The psychiatrist was all business. He pulled over a chair and sat down to talk, shrewd eyes collecting facts about the thin man before he said a word.

“My fee is $25,” he stated, with a longer look at the man’s attire. “I thought it best to mention it.”

“Yes,” agreed the man on the couch; and immediately imagined this sum of money into existence. He reached into a pocket, pulled out a billfold and extracted the money, which he handed to the psychiatrist.

“Ah…” said the psychiatrist, beaming. He leaned forward and spoke in a confidential tone.

“Now — what is wrong with you, or what do you imagine to be wrong with you?”

“I am God,” said the thin man.

The psychiatrist pursed his lips and tapped a pencil reflectively against his large teeth.

“Interesting. Very interesting,” he murmured. “And what makes you believe you are God?”

The man on the couch stirred uncomfortably. “God can do anything. He is all-powerful. I can do anything. I am all-powerful. Therefore, as you can surely see, I am God.” There was some impatience in the words, which the psychiatrist hastened to assuage.

“Of course, of course.

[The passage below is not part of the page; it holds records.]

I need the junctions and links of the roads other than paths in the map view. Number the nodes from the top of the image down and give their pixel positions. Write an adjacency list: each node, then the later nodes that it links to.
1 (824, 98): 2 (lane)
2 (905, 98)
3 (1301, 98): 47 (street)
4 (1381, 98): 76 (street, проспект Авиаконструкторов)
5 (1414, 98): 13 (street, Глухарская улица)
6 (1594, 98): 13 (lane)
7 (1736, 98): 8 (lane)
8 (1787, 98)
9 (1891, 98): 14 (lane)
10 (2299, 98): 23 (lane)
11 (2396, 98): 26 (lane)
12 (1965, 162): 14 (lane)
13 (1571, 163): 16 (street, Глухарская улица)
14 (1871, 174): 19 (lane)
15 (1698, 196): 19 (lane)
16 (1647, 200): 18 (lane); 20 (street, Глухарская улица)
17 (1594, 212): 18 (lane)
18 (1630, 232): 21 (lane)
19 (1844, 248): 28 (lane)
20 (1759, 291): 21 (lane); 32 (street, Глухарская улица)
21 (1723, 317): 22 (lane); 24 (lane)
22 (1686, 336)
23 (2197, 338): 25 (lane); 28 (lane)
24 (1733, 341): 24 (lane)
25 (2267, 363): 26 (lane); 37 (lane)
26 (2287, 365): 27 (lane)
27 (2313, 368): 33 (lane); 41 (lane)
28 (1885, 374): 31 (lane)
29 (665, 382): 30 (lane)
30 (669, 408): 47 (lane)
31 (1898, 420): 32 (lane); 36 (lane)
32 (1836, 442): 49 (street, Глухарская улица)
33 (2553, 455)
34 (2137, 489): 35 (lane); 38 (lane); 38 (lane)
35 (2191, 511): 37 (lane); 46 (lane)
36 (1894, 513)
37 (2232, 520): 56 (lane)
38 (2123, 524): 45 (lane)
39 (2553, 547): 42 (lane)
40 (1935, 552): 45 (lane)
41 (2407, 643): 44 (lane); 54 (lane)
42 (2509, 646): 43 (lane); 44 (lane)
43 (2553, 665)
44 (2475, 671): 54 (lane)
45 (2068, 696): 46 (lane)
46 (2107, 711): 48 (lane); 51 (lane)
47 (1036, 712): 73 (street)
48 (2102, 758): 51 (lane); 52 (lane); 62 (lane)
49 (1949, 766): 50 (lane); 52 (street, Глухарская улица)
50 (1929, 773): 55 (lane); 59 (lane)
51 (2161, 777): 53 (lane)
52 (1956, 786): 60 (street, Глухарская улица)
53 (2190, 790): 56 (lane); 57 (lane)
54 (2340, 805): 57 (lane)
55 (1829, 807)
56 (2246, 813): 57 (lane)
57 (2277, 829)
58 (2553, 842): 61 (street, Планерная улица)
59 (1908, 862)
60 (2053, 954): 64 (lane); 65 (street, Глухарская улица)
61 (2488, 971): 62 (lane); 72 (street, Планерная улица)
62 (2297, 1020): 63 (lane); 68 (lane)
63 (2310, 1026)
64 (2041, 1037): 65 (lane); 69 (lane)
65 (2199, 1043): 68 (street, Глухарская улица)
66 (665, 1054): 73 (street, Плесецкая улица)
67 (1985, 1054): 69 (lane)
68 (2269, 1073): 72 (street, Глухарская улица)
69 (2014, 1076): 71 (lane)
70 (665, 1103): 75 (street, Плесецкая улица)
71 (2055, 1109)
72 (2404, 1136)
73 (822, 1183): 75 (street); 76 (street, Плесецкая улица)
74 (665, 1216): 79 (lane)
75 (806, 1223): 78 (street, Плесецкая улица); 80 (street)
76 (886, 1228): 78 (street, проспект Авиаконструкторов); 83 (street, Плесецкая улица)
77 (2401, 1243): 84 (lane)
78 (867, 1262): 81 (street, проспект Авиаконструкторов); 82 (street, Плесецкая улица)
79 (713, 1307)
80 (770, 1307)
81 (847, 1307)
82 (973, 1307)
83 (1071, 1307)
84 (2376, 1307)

That is plausible.” He hesitated, then asked, “But what do you mean you can do anything?”

“I can move buildings,” came the quiet voice of the thin man. “I can cause mountains to crumble. I can kill people merely by wishing them dead. I could even destroy the world, if I wished.”

“Have you ever done any of these things?” The psychiatrist’s voice still maintained its interest, but a trace of boredom was setting in.

“Yes.” The man who called himself God explained what things he had done.

“Then you remember nothing of your background. Nothing at all? Only these incidents?”

The thin man shook his head, and waited.

A few other questions; then the psychiatrist leaned back. “Your ailment is a simple one,” he said impressively. “You are — as far as I can determine from your first visit — suffering from schizophrenia, or what we call split personality. In your case, I should diagnose from your head injury that you have had a fall or received a blow that brought into existence your lesser “personality” that believes itself to be God.” The psychiatrist paused and studied his patient.

“Of course, you are not God. That is purely in the realms of your imagination. All it will take to start you back on the right path is to realize that you cannot… uh… be God. The instances of apparent miracles you related to me all sound like the imaginings of a mind that is ins—, that is tired. You will need more treatments.”

He stood and motioned the thin man to do the same. He laid a hand on the man’s bony shoulder confidently.

“But you are wrong,” the patient insisted. “I do perform miracles.”

“Nonsense,” the doctor told him quietly. “You must find a way to disbelieve that.” He considered. “Why not put your ‘miracles’ to the acid test? What would be hardest of all things for you to do?”

“Destroy the world, I think.”

“Then — destroy the world,” the psychiatrist advised, with a faint smile behind the words. “The failure to do so will convince you that you are not God.”

“But I wouldn’t want to do that. I made the world.”

The psychiatrist was losing his patience a little. “You can’t do that,” he insisted. “It’s all in your head. Try it, fail; and you’ll improve a thousand per cent. Here—” he scribbled some dates on a slip of paper — “I’ve made you these appointments. They end July 16th. We’ll get you straightened out. I promise you that.”